February 19, 2021


Key Take-Aways from the Final IRS Regulations for Tax-Exempt Organizations




Bertha Masuda
Partner Emeritus [email protected] 310-541-6233
Courtney Halle
Senior Analyst [email protected] (646) 568-1159


On January 19, 2021, the Internal Revenue Service (IRS) published the final regulations of the Internal Revenue Code (IRC) Section 4960 of the Tax Cuts and Jobs Act of December 2017. Section 4960 imposes a 21 percent excise tax on an “applicable tax-exempt organization” (ATEO), or a related organization, if that ATEO pays (1) remuneration in excess of $1 million to a “covered employee,” one of the top five highest-paid employees at the organization, or (2) parachute payments in excess of three times the base salary of a covered employee. These regulations will apply for tax years starting after December 31, 2021. See the copy of the final regulations, which varied from the proposed regulations in a few minor ways, here.

A summary of the key take-aways from the final regulations and how they may impact executive compensation practices follows:

  • No Grandfathering: The 21 percent excise tax under Section 4960 will apply to compensation that has been paid or becomes vested during taxable years starting after December 31, 2017, the year Section 4960 was passed.

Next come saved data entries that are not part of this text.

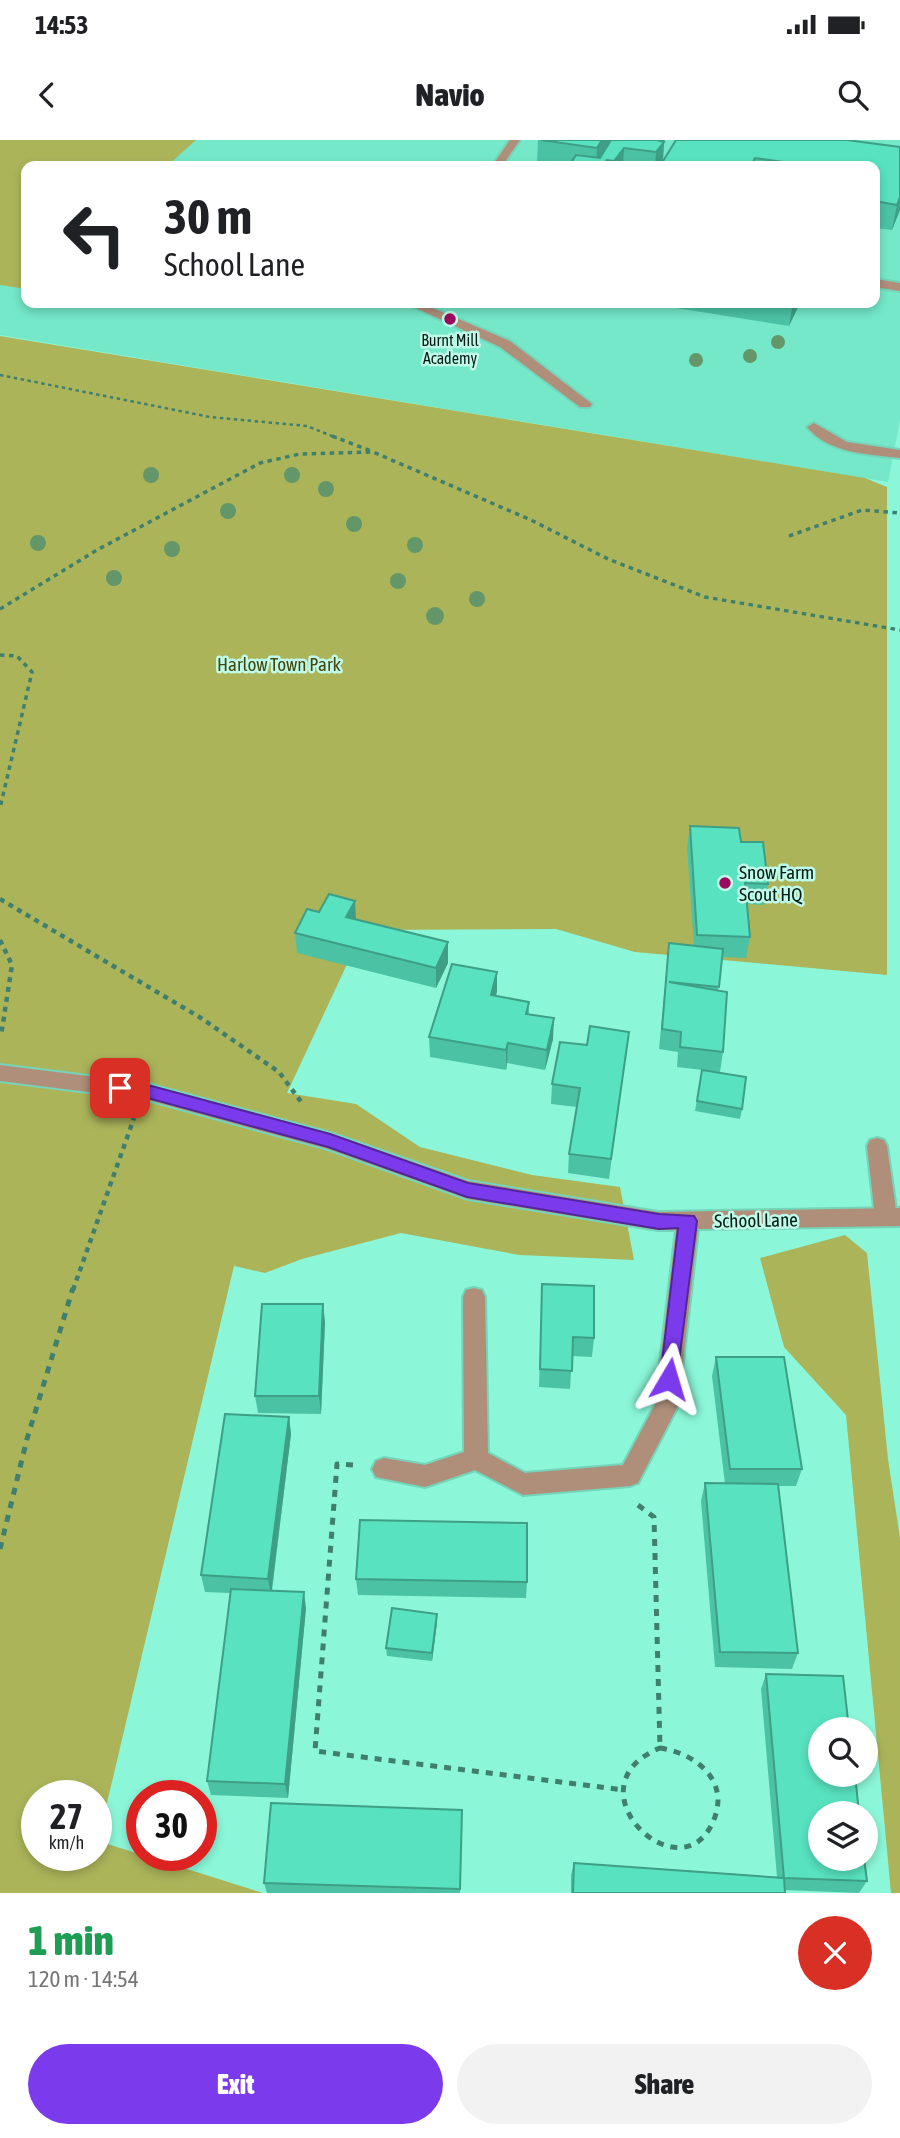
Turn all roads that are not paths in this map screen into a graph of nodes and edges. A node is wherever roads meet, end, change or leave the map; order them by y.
1 (515, 140) edge
2 (500, 161) edge
3 (880, 284) edge
4 (900, 287) edge
5 (422, 308) edge
6 (585, 404) dead end
7 (814, 427) dead end
8 (900, 454) edge
9 (0, 1073) edge
10 (877, 1146) dead end
11 (893, 1217) edge
12 (688, 1221) junction
13 (474, 1297) dead end
14 (476, 1459) junction
15 (384, 1469) road end

1 - 2 street
3 - 4 street
5 - 6 street
7 - 8 street
9 - 12 street, School Lane
10 - 11 street
11 - 12 street, School Lane
12 - 14 street
13 - 14 street
14 - 15 street

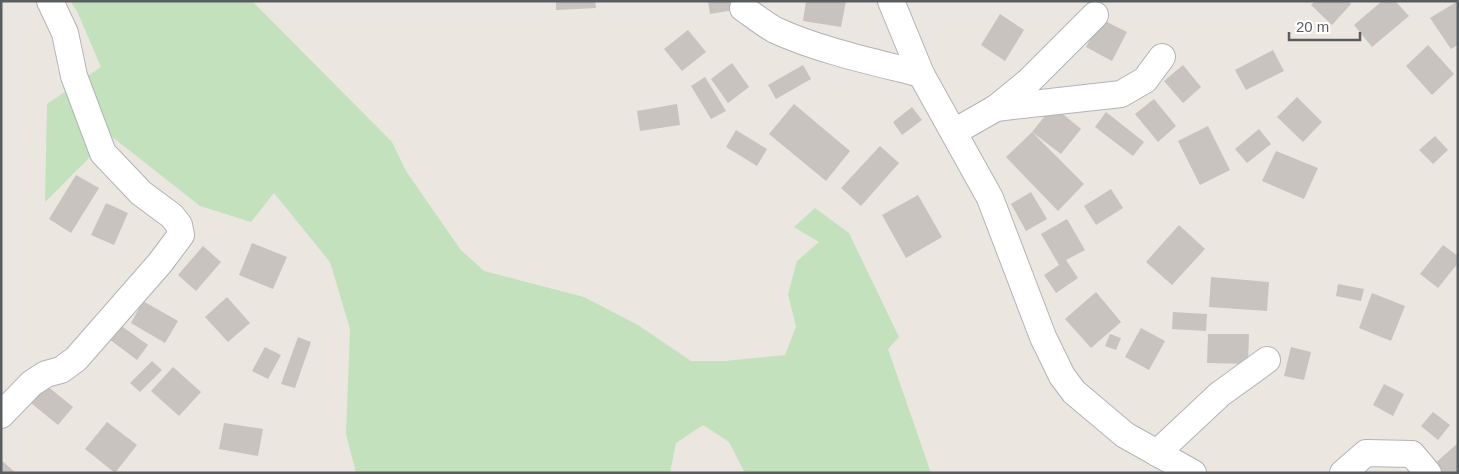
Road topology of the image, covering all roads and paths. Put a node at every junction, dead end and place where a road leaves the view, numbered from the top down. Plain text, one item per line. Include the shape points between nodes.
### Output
1 (50, 1) edge
2 (890, 1) edge
3 (743, 8) dead end
4 (1095, 15) dead end
5 (1162, 58) dead end
6 (921, 74) junction
7 (996, 108) junction
8 (954, 132) junction
9 (1267, 360) dead end
10 (1, 415) edge
11 (1158, 453) junction
12 (1194, 473) edge
13 (1343, 473) edge
14 (1428, 473) edge

1 - 10 street via 65,33 74,76 103,153 141,193 172,216 181,235 76,359 32,383
2 - 6 street
3 - 6 street via 774,29 794,37
4 - 7 street via 1029,81
5 - 7 street via 1145,80 1120,94
6 - 8 street
7 - 8 street
8 - 11 street via 990,198 1043,337 1062,376 1074,392 1125,435
9 - 11 street via 1220,394
11 - 12 street
13 - 14 street via 1366,453 1412,454

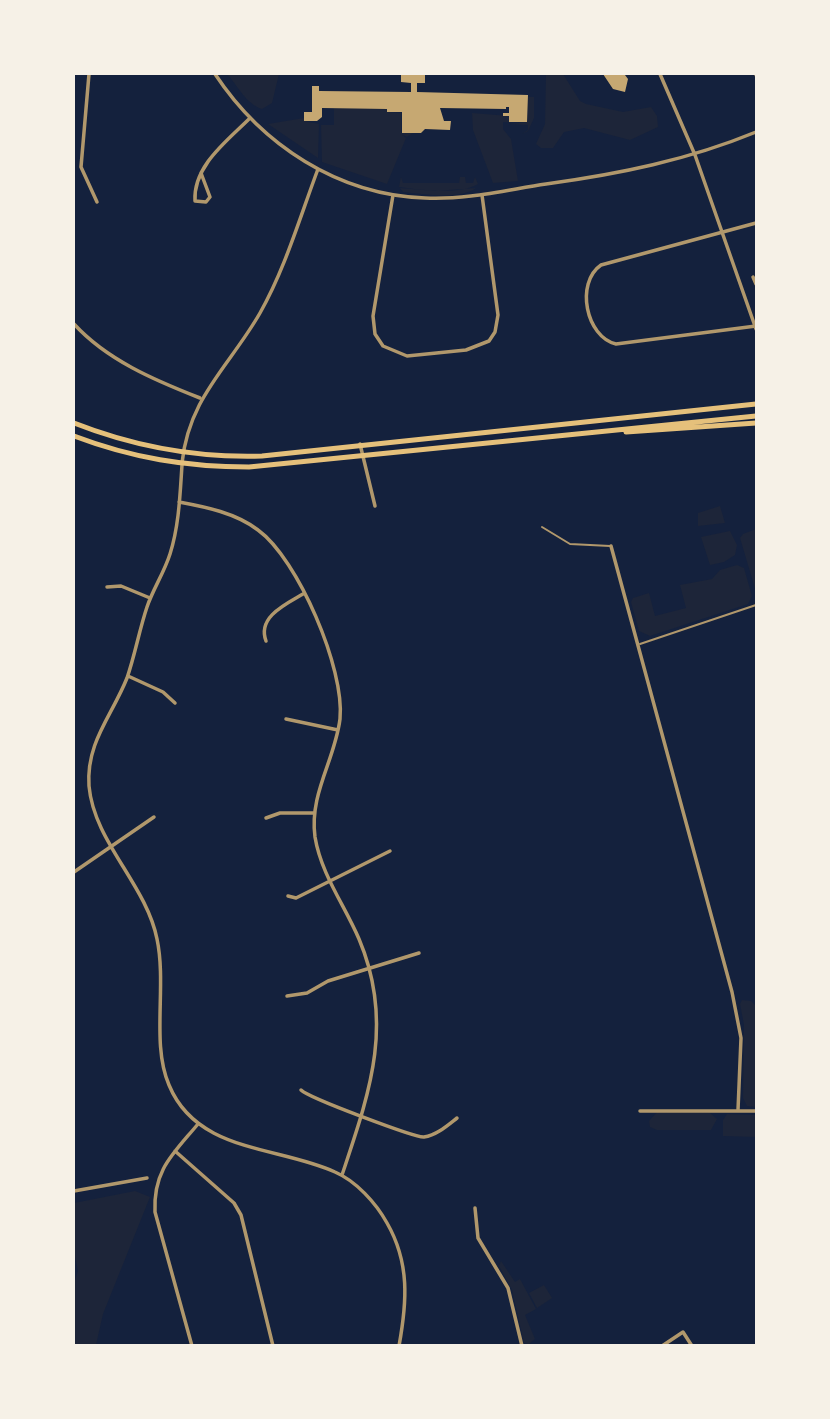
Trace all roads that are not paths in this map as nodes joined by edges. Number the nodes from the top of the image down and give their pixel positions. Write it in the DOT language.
graph roads {
  1 [pos="89,74"];
  2 [pos="215,74"];
  3 [pos="660,74"];
  4 [pos="249,119"];
  5 [pos="757,132"];
  6 [pos="695,155"];
  7 [pos="318,169"];
  8 [pos="201,173"];
  9 [pos="393,195"];
  10 [pos="482,195"];
  11 [pos="97,202"];
  12 [pos="757,223"];
  13 [pos="722,234"];
  14 [pos="753,277"];
  15 [pos="757,285"];
  16 [pos="74,324"];
  17 [pos="756,327"];
  18 [pos="200,398"];
  19 [pos="757,404"];
  20 [pos="757,416"];
  21 [pos="74,423"];
  22 [pos="757,423"];
  23 [pos="620,430"];
  24 [pos="74,436"];
  25 [pos="360,444"];
  26 [pos="183,453"];
  27 [pos="362,457"];
  28 [pos="182,465"];
  29 [pos="179,502"];
  30 [pos="375,506"];
  31 [pos="542,527"];
  32 [pos="611,546"];
  33 [pos="107,587"];
  34 [pos="303,594"];
  35 [pos="150,598"];
  36 [pos="757,605"];
  37 [pos="266,641"];
  38 [pos="640,644"];
  39 [pos="128,676"];
  40 [pos="175,703"];
  41 [pos="286,719"];
  42 [pos="338,730"];
  43 [pos="314,813"];
  44 [pos="154,817"];
  45 [pos="266,818"];
  46 [pos="112,845"];
  47 [pos="390,851"];
  48 [pos="74,872"];
  49 [pos="331,881"];
  50 [pos="288,896"];
  51 [pos="419,953"];
  52 [pos="370,970"];
  53 [pos="288,996"];
  54 [pos="301,1090"];
  55 [pos="738,1110"];
  56 [pos="640,1111"];
  57 [pos="757,1111"];
  58 [pos="362,1115"];
  59 [pos="457,1118"];
  60 [pos="198,1124"];
  61 [pos="175,1151"];
  62 [pos="342,1175"];
  63 [pos="147,1178"];
  64 [pos="74,1191"];
  65 [pos="475,1208"];
  66 [pos="192,1346"];
  67 [pos="273,1346"];
  68 [pos="399,1346"];
  69 [pos="522,1346"];
  70 [pos="662,1346"];
  71 [pos="692,1346"];
  1 -- 11 [label="street"];
  2 -- 4 [label="street"];
  3 -- 6 [label="street"];
  4 -- 7 [label="street"];
  4 -- 8 [label="street"];
  5 -- 6 [label="street"];
  6 -- 10 [label="street"];
  6 -- 13 [label="street"];
  7 -- 9 [label="street"];
  7 -- 18 [label="street"];
  8 -- 8 [label="street"];
  9 -- 10 [label="street"];
  9 -- 10 [label="street"];
  12 -- 13 [label="street"];
  13 -- 17 [label="street"];
  13 -- 17 [label="street"];
  14 -- 15 [label="street"];
  16 -- 18 [label="street"];
  18 -- 26 [label="street"];
  19 -- 25 [label="main road"];
  20 -- 23 [label="main road"];
  21 -- 26 [label="main road"];
  22 -- 23 [label="main road"];
  23 -- 27 [label="main road"];
  24 -- 28 [label="main road"];
  25 -- 26 [label="main road"];
  25 -- 27 [label="street"];
  26 -- 28 [label="street"];
  27 -- 28 [label="main road"];
  27 -- 30 [label="street"];
  28 -- 29 [label="street"];
  29 -- 34 [label="street"];
  29 -- 35 [label="street"];
  31 -- 32 [label="lane"];
  32 -- 38 [label="street"];
  33 -- 35 [label="street"];
  34 -- 37 [label="street"];
  34 -- 42 [label="street"];
  35 -- 39 [label="street"];
  36 -- 38 [label="lane"];
  38 -- 55 [label="street"];
  39 -- 40 [label="street"];
  39 -- 46 [label="street"];
  41 -- 42 [label="street"];
  42 -- 43 [label="street"];
  43 -- 45 [label="street"];
  43 -- 49 [label="street"];
  44 -- 46 [label="street"];
  46 -- 48 [label="street"];
  46 -- 60 [label="street"];
  47 -- 49 [label="street"];
  49 -- 50 [label="street"];
  49 -- 52 [label="street"];
  51 -- 52 [label="street"];
  52 -- 53 [label="street"];
  52 -- 58 [label="street"];
  54 -- 58 [label="street"];
  55 -- 56 [label="street"];
  55 -- 57 [label="street"];
  58 -- 59 [label="street"];
  58 -- 62 [label="street"];
  60 -- 61 [label="street"];
  60 -- 62 [label="street"];
  61 -- 66 [label="street"];
  61 -- 67 [label="street"];
  62 -- 68 [label="street"];
  63 -- 64 [label="street"];
  65 -- 69 [label="street"];
  70 -- 71 [label="street"];
}
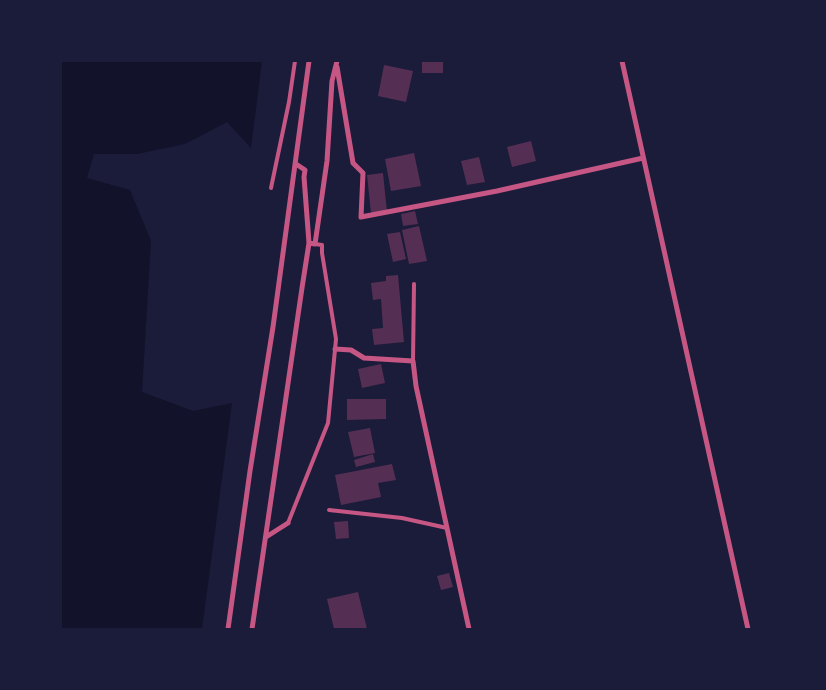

The IRS rejected proposals for grandfathering contracts existing before this date.
  • Review Aggregate Compensation: ATEOs may pay covered employees through multiple entities of their organization or through “related organizations” (where the threshold for relatedness is 50 percent). Under the final regulations, the compensation a covered employee receives through all entities or related organizations is aggregated in the remuneration calculation. If this aggregate amount exceeds $1 million, the ATEO will pay a 21 percent excise tax.
  • Once Covered, Always Covered Rule: Under this rule, once an individual has been identified as a “covered employee” of an ATEO, this status stays with them indefinitely, even after retiring from the ATEO. As a result, any backloaded arrangements to defer compensation to a covered employee shortly past the date of retirement is still subject to the $1 million cap. In addition, payment for service at a related ATEO is counted. As an example, suppose a former covered employee of a tax-exempt entity works for a related organization after such employee’s retirement from the prior entity. Future remuneration paid for service at the related organization would be subject to the $1 million cap.
  • There are two exceptions to this rule: (1) nonexempt funds exception and (2) limited hours exception. These exceptions are meant to help ATEOs avoid paying the excise tax on behalf of their employees who provide them with limited services.
    • Under the “nonexempt funds” exception, an employee’s time spent providing service to the ATEO over the applicable and preceding year must not exceed 50 percent of their total service time to the related organizations during that same period.
    • Under the “limited hours” exception, an employee’s time spent providing services to the ATEO over the applicable year must be less than 10 percent of their total time for the related organizations during that same year.
  • Special Timing Rule for Remuneration: This new rule states that deferred compensation must be included in the remuneration calculation the year it is vested (i.e., when the remuneration is no longer subject to a substantial risk of forfeiture), rather than the year it is paid out. For instance, if a covered employee is granted a $1 million dollar retention bonus that has a service requirement of five years, the bonus will be counted as remuneration in the fifth year. Alternatively, if the retention bonus vests ratably at $200,000 each year for five years, $200,000 will be counted as remuneration in each vesting year until the full retention bonus is fully vested.
  • Remuneration Excludes Pay for Medical Services: The remuneration calculation disregards compensation that hospitals pay to doctors and nurses for medical services. Therefore, the “medical services” portion of compensation to a “covered employee,” such as Chief Surgeon, is not accounted for in the remuneration calculation. In contrast, compensation that is paid for an employee’s administrative services is included in the remuneration calculation.
  • Split-Dollar Life Insurance Arrangements: Under the new regulations, ATEOs, especially those that are private foundations or Section 509(a)(3) supporting organizations, are cautioned from entering into split-dollar life insurance arrangements with their covered employees. Such loans to certain employees “may constitute an act of self-dealing under Section 4941 or an excess benefit transaction under Section 4958(c)(3).” The new regulations consider this type of compensation as a part of the renumeration calculation. De minimus loans, or loans under $10,000, are an exception.